Nevertheless, I’ve long argued that many investors have taken a rather un-nuanced approach to reducing fees, one fraught with its own set of adverse selection biases and unintended consequences. Some investors I have spoken to have a hard and fast rule of simply refusing to pay 2% and 20% ever, for any manager, let alone anything higher. Should the manager not budge, they will simply pass on the opportunity. While this may eliminate some of the best hedge funds ipso facto, worse still are the practices of some LPs who screen the universe of managers looking for those whose rack rate is already below the “standard” 2% and 20%, only beginning due diligence with a list of discounters. This behaviour is puzzling.

In theory, any service provider must compete on either quality or price, and in some instances both. Taken to the logical extreme, in any highly competitive industry with thousands of participants and few barriers to entry, a buyer who screens the universe of providers solely for the lowest cost competitor will almost assuredly have alsoidentified a seller amongst the lowest quality providers. Investment management is certainly a highly competitive industry and searching for the lowest cost provider may be perfectly rational in the commoditised world of beta returns. In this highly efficient market, the difference in quality between high-cost and low-cost is extremely low, as evidenced by the tight dispersion of returns between top and bottom quartile managers and indeed, the lack of persistence of performance in returns across quartiles.2

However, this same decision is counterintuitive at best, outright counterproductive at worst, when searching for alpha generators. Unlike beta managers, evidence3 suggests that hedge funds do exhibit persistence of returns over time, as well as significant dispersion between top and bottom quartile managers. Now, if the reader accepts that alpha may in fact exist, the author concedes it is admittedly a rare find; but one can hardly expect a manager that truly possesses an alpha edge to give it away cheaply. It is a high-quality, high-value service. Rather, one should question any firm purportedly selling true alpha at a significant discount to the competition. It’s perfectly irrational to expect the highest-quality provider (true alpha generator) to also be a discounter (beta provider/asset gatherer). Not surprisingly, recent research from Preqin4 indicates that the managers who generate the strongest returns net of fees charge some of the highest fees.

Preqin has found a direct monotonic relationship between the annualised returns over several time periods and the performance fees of hedge fund managers. Those firms generating the strongest net of fee returns do in fact charge the highest performance allocations. More interestingly, when discounted for volatility the results are the same.
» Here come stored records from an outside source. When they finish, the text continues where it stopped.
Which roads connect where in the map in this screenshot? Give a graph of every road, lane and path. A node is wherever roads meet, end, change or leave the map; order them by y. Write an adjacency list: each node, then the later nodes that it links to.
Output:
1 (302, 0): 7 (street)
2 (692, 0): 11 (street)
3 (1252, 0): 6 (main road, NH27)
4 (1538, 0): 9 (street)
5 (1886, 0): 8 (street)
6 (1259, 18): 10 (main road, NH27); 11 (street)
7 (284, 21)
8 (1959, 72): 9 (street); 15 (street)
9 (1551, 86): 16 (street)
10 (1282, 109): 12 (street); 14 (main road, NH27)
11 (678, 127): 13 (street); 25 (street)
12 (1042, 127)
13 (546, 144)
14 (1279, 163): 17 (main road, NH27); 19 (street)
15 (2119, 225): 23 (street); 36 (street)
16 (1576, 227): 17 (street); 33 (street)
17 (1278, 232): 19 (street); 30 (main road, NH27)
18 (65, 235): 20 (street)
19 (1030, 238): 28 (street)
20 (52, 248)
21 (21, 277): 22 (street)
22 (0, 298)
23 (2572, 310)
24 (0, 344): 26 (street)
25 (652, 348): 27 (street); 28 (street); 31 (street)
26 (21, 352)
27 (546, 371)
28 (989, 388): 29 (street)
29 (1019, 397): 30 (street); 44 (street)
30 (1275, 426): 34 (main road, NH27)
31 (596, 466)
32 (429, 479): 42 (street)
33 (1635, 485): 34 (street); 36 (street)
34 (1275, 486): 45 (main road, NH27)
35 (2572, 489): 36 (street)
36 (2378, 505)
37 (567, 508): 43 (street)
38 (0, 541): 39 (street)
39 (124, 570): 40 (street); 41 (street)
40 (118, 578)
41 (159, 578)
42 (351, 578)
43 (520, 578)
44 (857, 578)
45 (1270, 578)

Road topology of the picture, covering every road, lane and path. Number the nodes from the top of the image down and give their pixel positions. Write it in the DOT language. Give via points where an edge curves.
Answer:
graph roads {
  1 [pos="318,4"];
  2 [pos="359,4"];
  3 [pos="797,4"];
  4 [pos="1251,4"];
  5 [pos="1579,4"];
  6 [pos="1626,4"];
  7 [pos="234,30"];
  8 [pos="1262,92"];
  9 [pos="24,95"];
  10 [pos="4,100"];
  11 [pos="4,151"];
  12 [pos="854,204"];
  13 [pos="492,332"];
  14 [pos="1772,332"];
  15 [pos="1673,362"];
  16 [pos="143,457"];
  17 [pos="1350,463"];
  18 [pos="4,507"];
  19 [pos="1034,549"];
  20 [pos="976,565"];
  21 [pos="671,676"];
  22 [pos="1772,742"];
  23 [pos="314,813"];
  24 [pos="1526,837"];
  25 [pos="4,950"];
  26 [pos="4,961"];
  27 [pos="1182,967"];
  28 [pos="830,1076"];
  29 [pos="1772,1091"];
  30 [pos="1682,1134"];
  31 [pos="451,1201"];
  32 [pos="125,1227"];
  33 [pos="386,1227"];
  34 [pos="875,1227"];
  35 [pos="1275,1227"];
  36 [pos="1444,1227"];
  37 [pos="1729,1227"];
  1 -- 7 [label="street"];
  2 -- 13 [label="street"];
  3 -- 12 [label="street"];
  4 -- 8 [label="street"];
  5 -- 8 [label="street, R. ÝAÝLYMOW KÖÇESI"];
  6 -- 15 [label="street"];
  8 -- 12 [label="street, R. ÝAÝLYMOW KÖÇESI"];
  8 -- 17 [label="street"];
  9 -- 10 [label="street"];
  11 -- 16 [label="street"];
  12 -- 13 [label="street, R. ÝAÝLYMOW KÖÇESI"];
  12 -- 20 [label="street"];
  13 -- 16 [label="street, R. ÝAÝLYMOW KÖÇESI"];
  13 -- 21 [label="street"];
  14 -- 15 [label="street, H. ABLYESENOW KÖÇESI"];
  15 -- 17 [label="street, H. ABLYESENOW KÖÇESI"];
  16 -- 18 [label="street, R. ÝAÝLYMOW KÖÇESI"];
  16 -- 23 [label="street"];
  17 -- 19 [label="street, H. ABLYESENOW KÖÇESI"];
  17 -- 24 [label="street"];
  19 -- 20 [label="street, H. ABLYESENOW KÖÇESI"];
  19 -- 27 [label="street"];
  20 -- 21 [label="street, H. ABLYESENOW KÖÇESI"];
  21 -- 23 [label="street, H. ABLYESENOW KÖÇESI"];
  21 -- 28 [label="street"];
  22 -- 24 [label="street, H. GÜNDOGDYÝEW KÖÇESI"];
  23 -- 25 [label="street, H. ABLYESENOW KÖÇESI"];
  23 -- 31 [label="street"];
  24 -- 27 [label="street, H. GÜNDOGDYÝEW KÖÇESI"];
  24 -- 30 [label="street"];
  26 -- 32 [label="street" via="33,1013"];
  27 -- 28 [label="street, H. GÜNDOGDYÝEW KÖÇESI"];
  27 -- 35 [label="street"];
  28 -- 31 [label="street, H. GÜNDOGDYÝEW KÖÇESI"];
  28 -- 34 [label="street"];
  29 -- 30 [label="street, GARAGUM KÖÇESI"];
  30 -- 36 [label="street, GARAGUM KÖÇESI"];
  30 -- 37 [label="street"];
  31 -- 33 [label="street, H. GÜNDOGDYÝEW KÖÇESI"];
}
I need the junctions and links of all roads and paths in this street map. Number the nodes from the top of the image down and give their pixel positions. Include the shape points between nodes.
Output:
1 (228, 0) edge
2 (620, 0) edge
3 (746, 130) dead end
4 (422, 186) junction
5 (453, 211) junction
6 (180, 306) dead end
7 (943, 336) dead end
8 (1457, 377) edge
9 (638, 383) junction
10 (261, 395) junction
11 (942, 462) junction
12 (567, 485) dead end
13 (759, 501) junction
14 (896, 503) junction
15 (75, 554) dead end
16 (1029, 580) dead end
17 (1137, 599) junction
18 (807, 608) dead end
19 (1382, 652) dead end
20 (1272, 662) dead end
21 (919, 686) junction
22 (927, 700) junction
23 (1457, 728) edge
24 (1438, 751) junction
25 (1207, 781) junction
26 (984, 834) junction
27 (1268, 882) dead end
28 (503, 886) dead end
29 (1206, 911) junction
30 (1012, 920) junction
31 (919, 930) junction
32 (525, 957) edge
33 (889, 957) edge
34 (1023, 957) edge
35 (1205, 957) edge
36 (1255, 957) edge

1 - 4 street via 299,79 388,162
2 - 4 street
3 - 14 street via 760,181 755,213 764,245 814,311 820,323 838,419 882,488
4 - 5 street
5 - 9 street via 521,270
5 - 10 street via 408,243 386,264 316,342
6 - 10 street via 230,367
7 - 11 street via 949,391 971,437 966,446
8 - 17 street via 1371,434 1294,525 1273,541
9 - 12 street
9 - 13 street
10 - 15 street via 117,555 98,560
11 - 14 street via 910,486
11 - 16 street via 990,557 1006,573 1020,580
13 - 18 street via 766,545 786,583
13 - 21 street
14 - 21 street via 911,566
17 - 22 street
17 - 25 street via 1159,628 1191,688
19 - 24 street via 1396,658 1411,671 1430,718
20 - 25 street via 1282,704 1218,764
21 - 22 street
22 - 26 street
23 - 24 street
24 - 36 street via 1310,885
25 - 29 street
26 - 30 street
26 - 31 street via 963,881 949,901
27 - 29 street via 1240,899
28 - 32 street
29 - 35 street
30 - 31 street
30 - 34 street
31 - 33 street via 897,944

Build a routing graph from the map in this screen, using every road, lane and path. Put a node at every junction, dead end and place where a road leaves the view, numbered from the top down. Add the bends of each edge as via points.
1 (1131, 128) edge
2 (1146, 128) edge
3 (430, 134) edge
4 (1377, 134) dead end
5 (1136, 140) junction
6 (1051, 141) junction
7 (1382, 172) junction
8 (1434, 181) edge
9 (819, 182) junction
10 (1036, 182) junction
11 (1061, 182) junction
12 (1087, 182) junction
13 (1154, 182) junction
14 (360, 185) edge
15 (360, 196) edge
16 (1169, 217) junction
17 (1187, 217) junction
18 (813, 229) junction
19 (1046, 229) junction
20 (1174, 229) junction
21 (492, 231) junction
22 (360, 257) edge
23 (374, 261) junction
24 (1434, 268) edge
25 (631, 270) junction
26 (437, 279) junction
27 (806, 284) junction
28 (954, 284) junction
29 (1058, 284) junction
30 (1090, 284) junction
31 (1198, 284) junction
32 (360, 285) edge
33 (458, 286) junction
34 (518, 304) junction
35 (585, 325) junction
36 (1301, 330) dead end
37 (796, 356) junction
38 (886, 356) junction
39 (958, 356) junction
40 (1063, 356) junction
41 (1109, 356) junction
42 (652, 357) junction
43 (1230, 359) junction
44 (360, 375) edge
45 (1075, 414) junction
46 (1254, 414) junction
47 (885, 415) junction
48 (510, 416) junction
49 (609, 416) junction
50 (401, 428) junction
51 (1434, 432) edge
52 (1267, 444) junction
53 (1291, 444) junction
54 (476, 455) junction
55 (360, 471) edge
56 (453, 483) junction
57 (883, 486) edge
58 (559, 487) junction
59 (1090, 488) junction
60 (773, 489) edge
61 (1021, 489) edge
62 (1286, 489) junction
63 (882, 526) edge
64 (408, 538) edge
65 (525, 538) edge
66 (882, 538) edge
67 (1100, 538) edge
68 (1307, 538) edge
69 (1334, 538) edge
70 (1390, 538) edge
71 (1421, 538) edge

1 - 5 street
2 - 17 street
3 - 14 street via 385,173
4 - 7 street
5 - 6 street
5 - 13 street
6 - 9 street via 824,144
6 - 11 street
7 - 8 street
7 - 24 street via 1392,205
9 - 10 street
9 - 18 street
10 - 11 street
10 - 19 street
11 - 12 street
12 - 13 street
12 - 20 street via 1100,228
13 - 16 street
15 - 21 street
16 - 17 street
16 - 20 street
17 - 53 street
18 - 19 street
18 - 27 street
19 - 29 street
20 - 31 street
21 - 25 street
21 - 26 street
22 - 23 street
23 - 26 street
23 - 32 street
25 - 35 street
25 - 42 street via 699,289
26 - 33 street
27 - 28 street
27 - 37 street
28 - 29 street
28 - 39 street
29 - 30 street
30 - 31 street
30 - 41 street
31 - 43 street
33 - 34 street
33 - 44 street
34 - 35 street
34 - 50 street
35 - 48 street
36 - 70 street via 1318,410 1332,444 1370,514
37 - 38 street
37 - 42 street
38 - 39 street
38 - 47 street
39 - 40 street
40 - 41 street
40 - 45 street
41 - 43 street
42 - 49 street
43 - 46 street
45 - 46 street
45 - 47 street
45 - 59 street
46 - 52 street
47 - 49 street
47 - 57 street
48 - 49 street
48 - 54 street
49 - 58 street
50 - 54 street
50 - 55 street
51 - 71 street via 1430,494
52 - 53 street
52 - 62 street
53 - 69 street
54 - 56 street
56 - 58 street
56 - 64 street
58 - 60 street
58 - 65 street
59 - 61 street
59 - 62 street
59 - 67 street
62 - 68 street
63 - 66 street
Managers with a performance fee above 20% generated Sharpe ratios of 2.11, those charging 20% or less just 1.18.

While simply searching for the lowest-cost manager clearly makes sense in commoditised beta space, knowingly taking a portfolio tilt away from the highest alpha generators when seeking alpha does not. Now this is not to say that investors should not seek to reduce fees and access the highest-quality managers at the best possible price point. Instead, investors should take a more nuanced approach to seeking access to the most desirable return streams as efficiently and cheaply as possible. A quick thought exercise illustrates how one could apply a more effective paradigm towards reducing hedge fund fees. While the discussion below may seem overly simplistic to some or patently unrealistic to others, it is in fact based on direct due diligence.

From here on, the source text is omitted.